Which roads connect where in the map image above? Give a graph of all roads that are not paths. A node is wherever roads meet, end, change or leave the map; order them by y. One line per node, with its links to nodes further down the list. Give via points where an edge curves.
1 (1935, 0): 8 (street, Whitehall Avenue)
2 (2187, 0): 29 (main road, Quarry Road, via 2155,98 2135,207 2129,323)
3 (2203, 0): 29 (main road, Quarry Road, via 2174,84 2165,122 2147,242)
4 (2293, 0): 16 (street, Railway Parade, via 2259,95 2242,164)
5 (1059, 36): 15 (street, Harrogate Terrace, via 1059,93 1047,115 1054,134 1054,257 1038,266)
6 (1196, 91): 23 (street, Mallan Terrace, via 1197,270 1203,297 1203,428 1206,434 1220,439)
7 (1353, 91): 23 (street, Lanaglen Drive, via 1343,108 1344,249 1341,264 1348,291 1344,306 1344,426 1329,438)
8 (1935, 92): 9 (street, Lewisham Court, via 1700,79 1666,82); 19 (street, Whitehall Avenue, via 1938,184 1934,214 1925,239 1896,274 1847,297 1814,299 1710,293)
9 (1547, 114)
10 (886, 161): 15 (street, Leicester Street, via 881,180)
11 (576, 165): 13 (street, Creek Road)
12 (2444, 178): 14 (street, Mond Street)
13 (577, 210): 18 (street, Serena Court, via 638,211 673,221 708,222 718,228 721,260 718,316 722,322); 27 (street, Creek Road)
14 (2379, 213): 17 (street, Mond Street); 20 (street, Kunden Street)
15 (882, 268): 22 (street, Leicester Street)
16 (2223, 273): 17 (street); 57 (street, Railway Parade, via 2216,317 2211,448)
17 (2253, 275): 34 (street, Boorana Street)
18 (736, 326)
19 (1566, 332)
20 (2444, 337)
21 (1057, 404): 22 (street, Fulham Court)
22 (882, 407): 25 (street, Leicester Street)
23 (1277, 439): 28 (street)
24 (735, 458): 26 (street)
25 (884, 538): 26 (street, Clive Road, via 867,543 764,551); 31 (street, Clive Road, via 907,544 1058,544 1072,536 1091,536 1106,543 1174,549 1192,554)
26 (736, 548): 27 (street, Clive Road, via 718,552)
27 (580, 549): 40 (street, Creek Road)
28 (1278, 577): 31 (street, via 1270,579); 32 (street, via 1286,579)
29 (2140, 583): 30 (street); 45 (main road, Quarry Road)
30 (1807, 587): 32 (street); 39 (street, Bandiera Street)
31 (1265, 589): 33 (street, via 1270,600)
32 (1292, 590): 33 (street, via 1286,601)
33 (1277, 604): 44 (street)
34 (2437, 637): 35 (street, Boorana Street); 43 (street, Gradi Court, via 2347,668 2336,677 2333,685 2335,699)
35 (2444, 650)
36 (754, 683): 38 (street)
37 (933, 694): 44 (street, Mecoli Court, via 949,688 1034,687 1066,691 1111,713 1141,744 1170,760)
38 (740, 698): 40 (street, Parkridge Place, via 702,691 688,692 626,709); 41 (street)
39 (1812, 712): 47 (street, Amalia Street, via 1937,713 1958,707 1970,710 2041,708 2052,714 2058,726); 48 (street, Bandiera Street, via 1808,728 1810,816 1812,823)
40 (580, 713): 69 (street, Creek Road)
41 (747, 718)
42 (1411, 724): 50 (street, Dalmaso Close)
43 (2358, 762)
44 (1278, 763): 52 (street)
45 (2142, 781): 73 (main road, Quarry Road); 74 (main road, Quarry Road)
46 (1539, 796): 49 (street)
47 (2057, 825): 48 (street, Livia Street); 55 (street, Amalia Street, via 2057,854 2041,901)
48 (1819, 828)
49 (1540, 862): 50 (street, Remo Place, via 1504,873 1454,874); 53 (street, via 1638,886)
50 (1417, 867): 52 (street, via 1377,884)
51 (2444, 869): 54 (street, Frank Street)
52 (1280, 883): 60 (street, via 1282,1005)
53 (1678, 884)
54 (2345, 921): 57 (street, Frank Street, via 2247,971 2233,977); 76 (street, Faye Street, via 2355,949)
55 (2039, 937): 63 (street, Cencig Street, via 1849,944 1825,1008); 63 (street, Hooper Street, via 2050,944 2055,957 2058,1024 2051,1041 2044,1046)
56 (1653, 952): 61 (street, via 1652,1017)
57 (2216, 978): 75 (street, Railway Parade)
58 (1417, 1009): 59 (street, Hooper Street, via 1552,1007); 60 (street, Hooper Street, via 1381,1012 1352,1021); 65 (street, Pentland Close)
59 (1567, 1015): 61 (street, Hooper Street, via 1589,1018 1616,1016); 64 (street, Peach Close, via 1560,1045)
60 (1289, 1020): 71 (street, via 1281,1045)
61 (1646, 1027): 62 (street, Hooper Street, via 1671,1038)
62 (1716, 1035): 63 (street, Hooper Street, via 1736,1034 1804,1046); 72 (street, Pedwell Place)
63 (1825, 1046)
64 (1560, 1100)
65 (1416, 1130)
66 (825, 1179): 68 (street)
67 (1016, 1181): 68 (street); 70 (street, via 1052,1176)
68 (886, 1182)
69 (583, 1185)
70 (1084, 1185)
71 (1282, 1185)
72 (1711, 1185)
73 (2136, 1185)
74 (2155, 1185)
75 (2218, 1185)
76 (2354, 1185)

_Work item_
Your answer must be every record above, repeated exactly.

_The answer_
Which roads connect where in the map image above? Give a graph of all roads that are not paths. A node is wherever roads meet, end, change or leave the map; order them by y. One line per node, with its links to nodes further down the list. Give via points where an edge curves.
1 (1935, 0): 8 (street, Whitehall Avenue)
2 (2187, 0): 29 (main road, Quarry Road, via 2155,98 2135,207 2129,323)
3 (2203, 0): 29 (main road, Quarry Road, via 2174,84 2165,122 2147,242)
4 (2293, 0): 16 (street, Railway Parade, via 2259,95 2242,164)
5 (1059, 36): 15 (street, Harrogate Terrace, via 1059,93 1047,115 1054,134 1054,257 1038,266)
6 (1196, 91): 23 (street, Mallan Terrace, via 1197,270 1203,297 1203,428 1206,434 1220,439)
7 (1353, 91): 23 (street, Lanaglen Drive, via 1343,108 1344,249 1341,264 1348,291 1344,306 1344,426 1329,438)
8 (1935, 92): 9 (street, Lewisham Court, via 1700,79 1666,82); 19 (street, Whitehall Avenue, via 1938,184 1934,214 1925,239 1896,274 1847,297 1814,299 1710,293)
9 (1547, 114)
10 (886, 161): 15 (street, Leicester Street, via 881,180)
11 (576, 165): 13 (street, Creek Road)
12 (2444, 178): 14 (street, Mond Street)
13 (577, 210): 18 (street, Serena Court, via 638,211 673,221 708,222 718,228 721,260 718,316 722,322); 27 (street, Creek Road)
14 (2379, 213): 17 (street, Mond Street); 20 (street, Kunden Street)
15 (882, 268): 22 (street, Leicester Street)
16 (2223, 273): 17 (street); 57 (street, Railway Parade, via 2216,317 2211,448)
17 (2253, 275): 34 (street, Boorana Street)
18 (736, 326)
19 (1566, 332)
20 (2444, 337)
21 (1057, 404): 22 (street, Fulham Court)
22 (882, 407): 25 (street, Leicester Street)
23 (1277, 439): 28 (street)
24 (735, 458): 26 (street)
25 (884, 538): 26 (street, Clive Road, via 867,543 764,551); 31 (street, Clive Road, via 907,544 1058,544 1072,536 1091,536 1106,543 1174,549 1192,554)
26 (736, 548): 27 (street, Clive Road, via 718,552)
27 (580, 549): 40 (street, Creek Road)
28 (1278, 577): 31 (street, via 1270,579); 32 (street, via 1286,579)
29 (2140, 583): 30 (street); 45 (main road, Quarry Road)
30 (1807, 587): 32 (street); 39 (street, Bandiera Street)
31 (1265, 589): 33 (street, via 1270,600)
32 (1292, 590): 33 (street, via 1286,601)
33 (1277, 604): 44 (street)
34 (2437, 637): 35 (street, Boorana Street); 43 (street, Gradi Court, via 2347,668 2336,677 2333,685 2335,699)
35 (2444, 650)
36 (754, 683): 38 (street)
37 (933, 694): 44 (street, Mecoli Court, via 949,688 1034,687 1066,691 1111,713 1141,744 1170,760)
38 (740, 698): 40 (street, Parkridge Place, via 702,691 688,692 626,709); 41 (street)
39 (1812, 712): 47 (street, Amalia Street, via 1937,713 1958,707 1970,710 2041,708 2052,714 2058,726); 48 (street, Bandiera Street, via 1808,728 1810,816 1812,823)
40 (580, 713): 69 (street, Creek Road)
41 (747, 718)
42 (1411, 724): 50 (street, Dalmaso Close)
43 (2358, 762)
44 (1278, 763): 52 (street)
45 (2142, 781): 73 (main road, Quarry Road); 74 (main road, Quarry Road)
46 (1539, 796): 49 (street)
47 (2057, 825): 48 (street, Livia Street); 55 (street, Amalia Street, via 2057,854 2041,901)
48 (1819, 828)
49 (1540, 862): 50 (street, Remo Place, via 1504,873 1454,874); 53 (street, via 1638,886)
50 (1417, 867): 52 (street, via 1377,884)
51 (2444, 869): 54 (street, Frank Street)
52 (1280, 883): 60 (street, via 1282,1005)
53 (1678, 884)
54 (2345, 921): 57 (street, Frank Street, via 2247,971 2233,977); 76 (street, Faye Street, via 2355,949)
55 (2039, 937): 63 (street, Cencig Street, via 1849,944 1825,1008); 63 (street, Hooper Street, via 2050,944 2055,957 2058,1024 2051,1041 2044,1046)
56 (1653, 952): 61 (street, via 1652,1017)
57 (2216, 978): 75 (street, Railway Parade)
58 (1417, 1009): 59 (street, Hooper Street, via 1552,1007); 60 (street, Hooper Street, via 1381,1012 1352,1021); 65 (street, Pentland Close)
59 (1567, 1015): 61 (street, Hooper Street, via 1589,1018 1616,1016); 64 (street, Peach Close, via 1560,1045)
60 (1289, 1020): 71 (street, via 1281,1045)
61 (1646, 1027): 62 (street, Hooper Street, via 1671,1038)
62 (1716, 1035): 63 (street, Hooper Street, via 1736,1034 1804,1046); 72 (street, Pedwell Place)
63 (1825, 1046)
64 (1560, 1100)
65 (1416, 1130)
66 (825, 1179): 68 (street)
67 (1016, 1181): 68 (street); 70 (street, via 1052,1176)
68 (886, 1182)
69 (583, 1185)
70 (1084, 1185)
71 (1282, 1185)
72 (1711, 1185)
73 (2136, 1185)
74 (2155, 1185)
75 (2218, 1185)
76 (2354, 1185)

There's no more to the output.